When it actually makes sense
- Narrow floorplates (under 40 feet): These naturally allow for cross-ventilation and window access for bedrooms. A 60-foot deep office plate often results in dark, interior units that nobody wants.
- Existing infrastructure that's salvageable: If the building has new elevators and a core that can handle new plumbing stacks, you’re ahead.
- Fast market entry: In cities with strict zoning for new builds (like parts of NYC or San Francisco), a conversion can get permitted 6-12 months faster.
Real-world failure: In September 2022, I witnessed a conversion project fail hard. They assumed the existing mechanical shafts could handle new residential units’ exhaust. They couldn’t—the shafts were sized for office heat loads, not residential ventilation. The fix cost $1,200 per unit. That blew the budget by 15%.
The cost reality check
According to USPS mailing standards (usps.com), the average construction cost per square foot for an office-to-residential conversion in Q4 2024 was roughly $350-$450, compared to $300-$375 for new build residential. This sounds counterintuitive, but the “demolition + reinforcement” phase is expensive. You're paying to undo office-specific work that hasn't fully depreciated.
Scenario C: The Hybrid Approach (Partial Conversion + Amenity Add)
This is the one scenario that goes against popular advice. Most people say “go all in.” But for many institutional clients, the hybrid is the smartest risk-adjusted play.
You convert 30-40% of the office floors to residential, keep the rest as premium office space, and merge the amenities (lobby, gym, rooftop). Gensler has executed this well for several REITs because they can coordinate the design across both use types.
When to pick this
- Uncertain demand: If you’re not 100% sure about the residential market in that sub-market, don’t bet the whole building. Convert a wing or a few floors as a pilot (200-300 units).
- Mixed-use zoning advantages: Some municipalities offer tax breaks for “mixed-use” that are better than pure residential or pure office.
- Preserving existing tenant relationships: If you have a stable office tenant on a long lease, you don’t want to evict them. A hybrid allows you to phase the conversion around their lease expiration.
The specific mistake I made in Q1 2024: I recommended a full conversion for a Class A building in a downtown core. The client spent $15,000 on Gensler’s initial concept. Six months later, rates skyrocketed, and demand for downtown rentals dropped. We had to revert to a hybrid plan. I now have a checklist: “Don’t guess demand—test it with a smaller conversion first.”
How to decide your scenario (The Judging Guide)
Here’s how I now walk clients through this. Don't rely on gut instinct—use a simple matrix:
- Check your floorplate: Run the numbers. If depth > 50 feet, consider Scenario B (conversion) carefully—you’ll need a big central atrium to light the units.

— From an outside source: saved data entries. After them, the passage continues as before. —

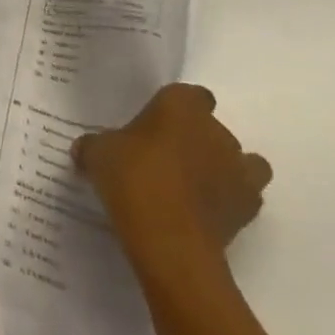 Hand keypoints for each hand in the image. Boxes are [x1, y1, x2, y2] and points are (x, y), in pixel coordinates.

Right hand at [73, 84, 270, 286]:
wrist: (169, 240)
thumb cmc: (132, 178)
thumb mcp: (97, 154)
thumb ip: (95, 146)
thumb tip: (85, 149)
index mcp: (180, 104)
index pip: (188, 95)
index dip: (174, 110)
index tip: (154, 126)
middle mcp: (215, 129)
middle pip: (210, 127)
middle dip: (192, 140)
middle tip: (162, 160)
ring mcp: (238, 168)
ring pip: (237, 159)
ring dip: (219, 168)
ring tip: (189, 188)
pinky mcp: (250, 207)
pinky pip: (245, 195)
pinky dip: (231, 200)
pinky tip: (206, 212) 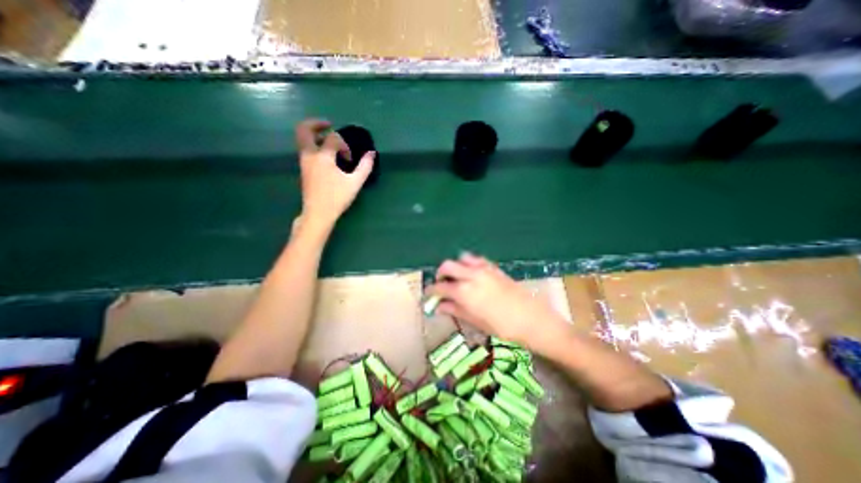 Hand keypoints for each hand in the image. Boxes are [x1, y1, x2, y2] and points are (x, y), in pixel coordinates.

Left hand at [294, 119, 376, 226]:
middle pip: (304, 130)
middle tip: (329, 124)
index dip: (345, 145)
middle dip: (316, 123)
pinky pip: (305, 149)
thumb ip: (365, 166)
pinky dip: (313, 145)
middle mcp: (309, 155)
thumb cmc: (337, 198)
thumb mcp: (355, 182)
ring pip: (302, 139)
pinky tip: (326, 154)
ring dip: (314, 134)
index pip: (333, 139)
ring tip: (328, 139)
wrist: (318, 213)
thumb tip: (371, 154)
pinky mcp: (303, 169)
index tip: (351, 159)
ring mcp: (304, 162)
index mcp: (322, 156)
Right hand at [424, 252, 570, 349]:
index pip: (440, 287)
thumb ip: (456, 310)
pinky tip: (472, 275)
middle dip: (440, 274)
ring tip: (457, 278)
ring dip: (455, 266)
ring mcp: (484, 269)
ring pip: (461, 258)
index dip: (431, 291)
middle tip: (441, 285)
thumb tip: (439, 306)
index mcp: (464, 292)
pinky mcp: (494, 268)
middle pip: (447, 265)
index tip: (428, 294)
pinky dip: (469, 264)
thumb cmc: (503, 327)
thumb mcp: (476, 321)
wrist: (533, 319)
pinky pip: (477, 260)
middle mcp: (471, 276) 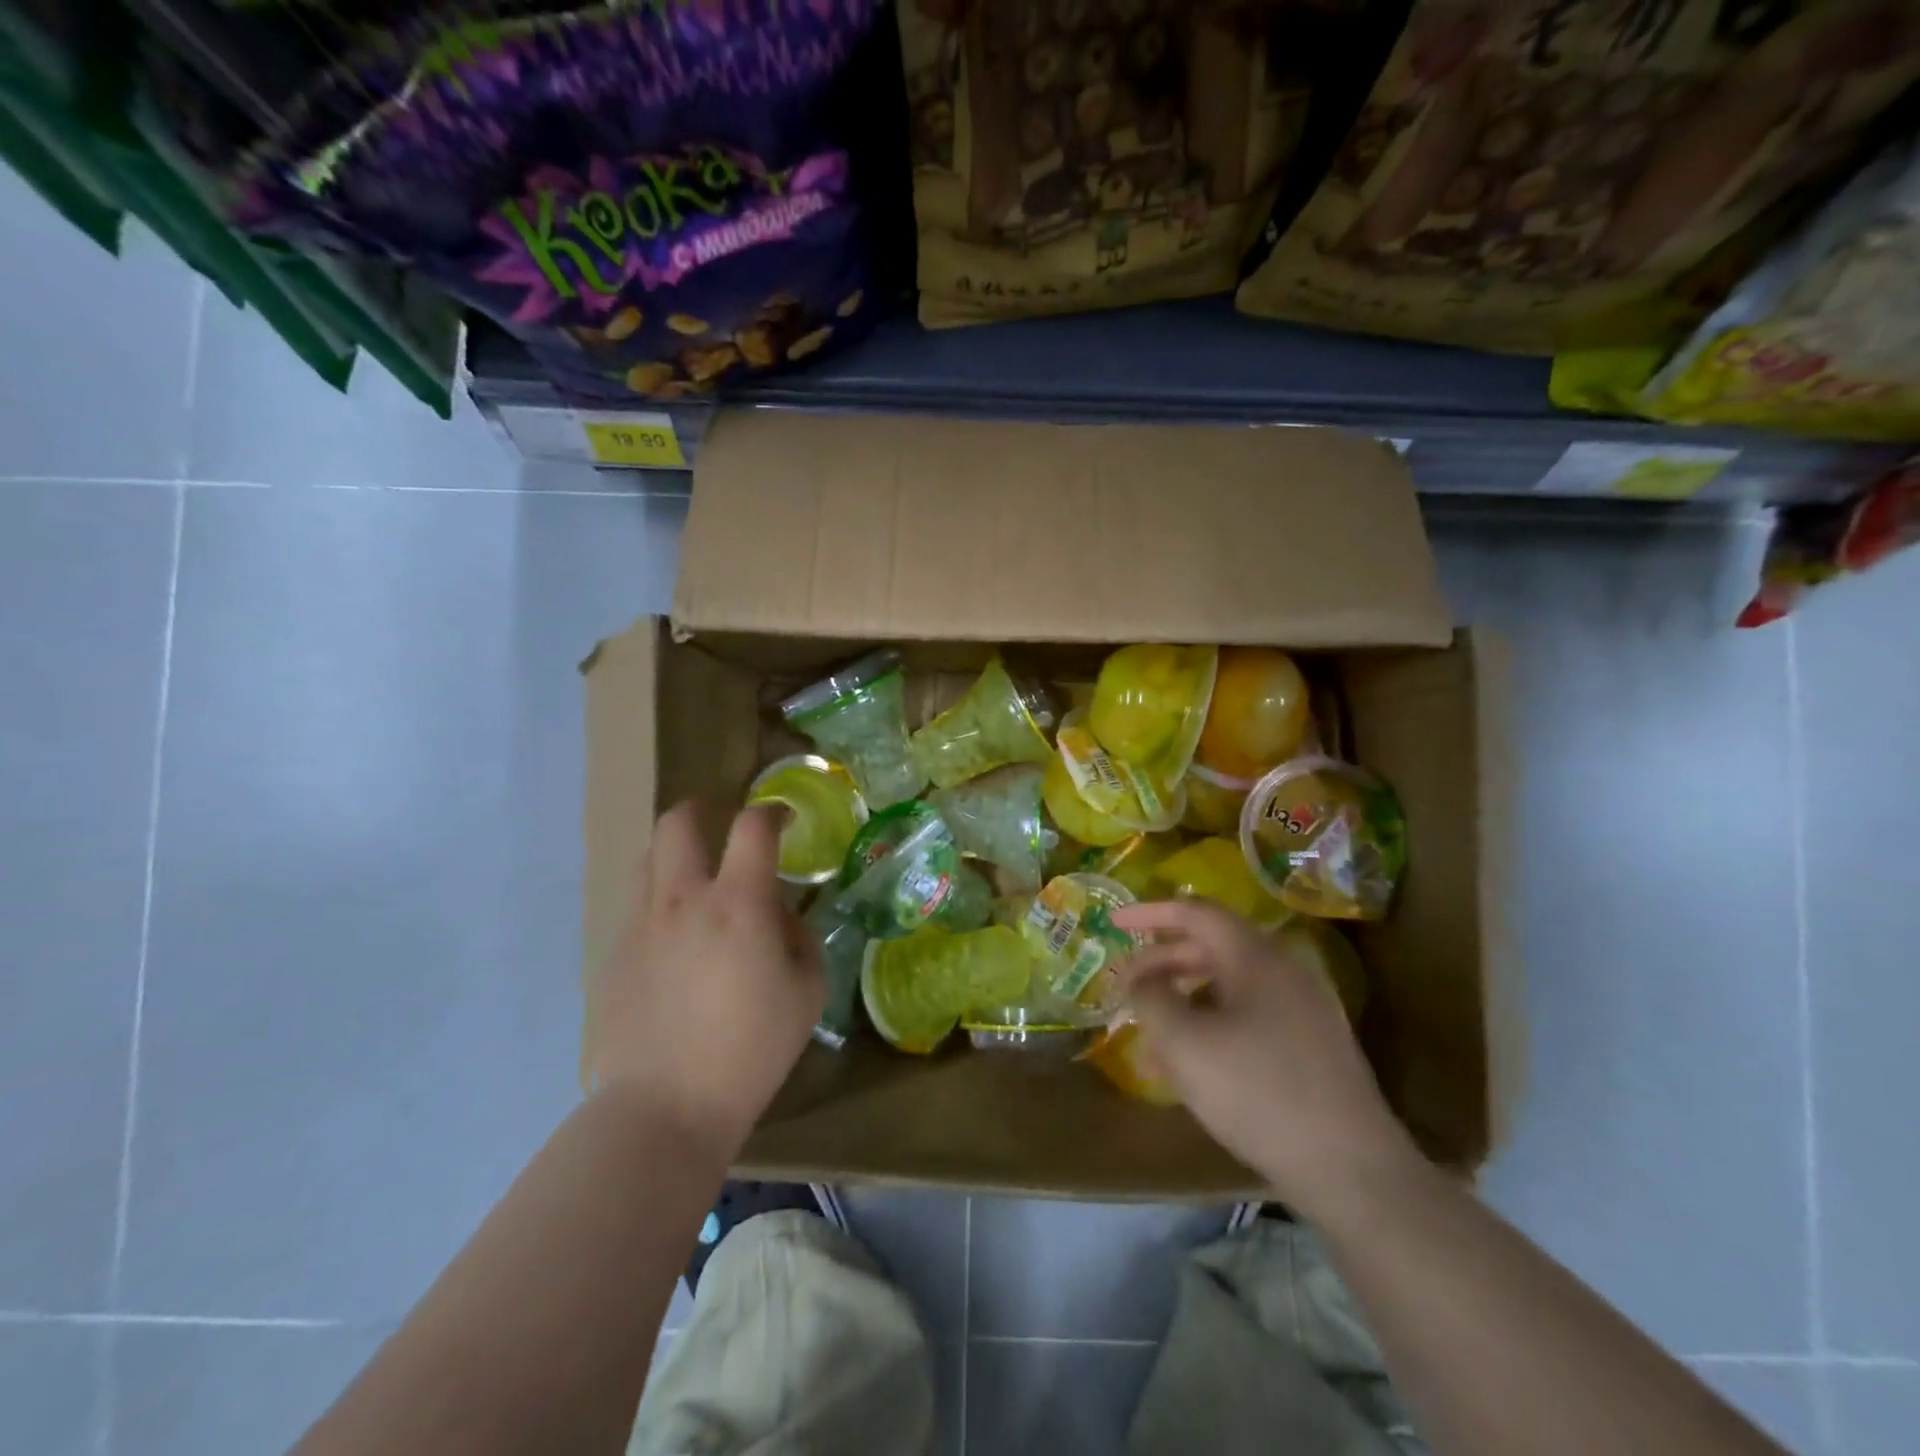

- Check your vacancy timeline: Is the office space fully empty now? If yes, Scenario A (new build) might actually be faster because you’re not managing phased demolition.
- Check your exit strategy: Planning to sell in 3-5 years? Hybrid (Scenario C) attracts more buyer types. Planning to hold? Pure residential (Scenario A) is simpler to maintain.
This isn’t about being right or wrong. I’ve learned (the expensive way) that the option you want to pick isn’t always the right one for the building’s physics. Trust the numbers, not the hype.
This analysis is based on procedures I developed after the Q1 2024 failure. Pricing was accurate as of Q4 2024. The commercial real estate market changes fast, so double-check current Gensler rates and local code requirements before budgeting.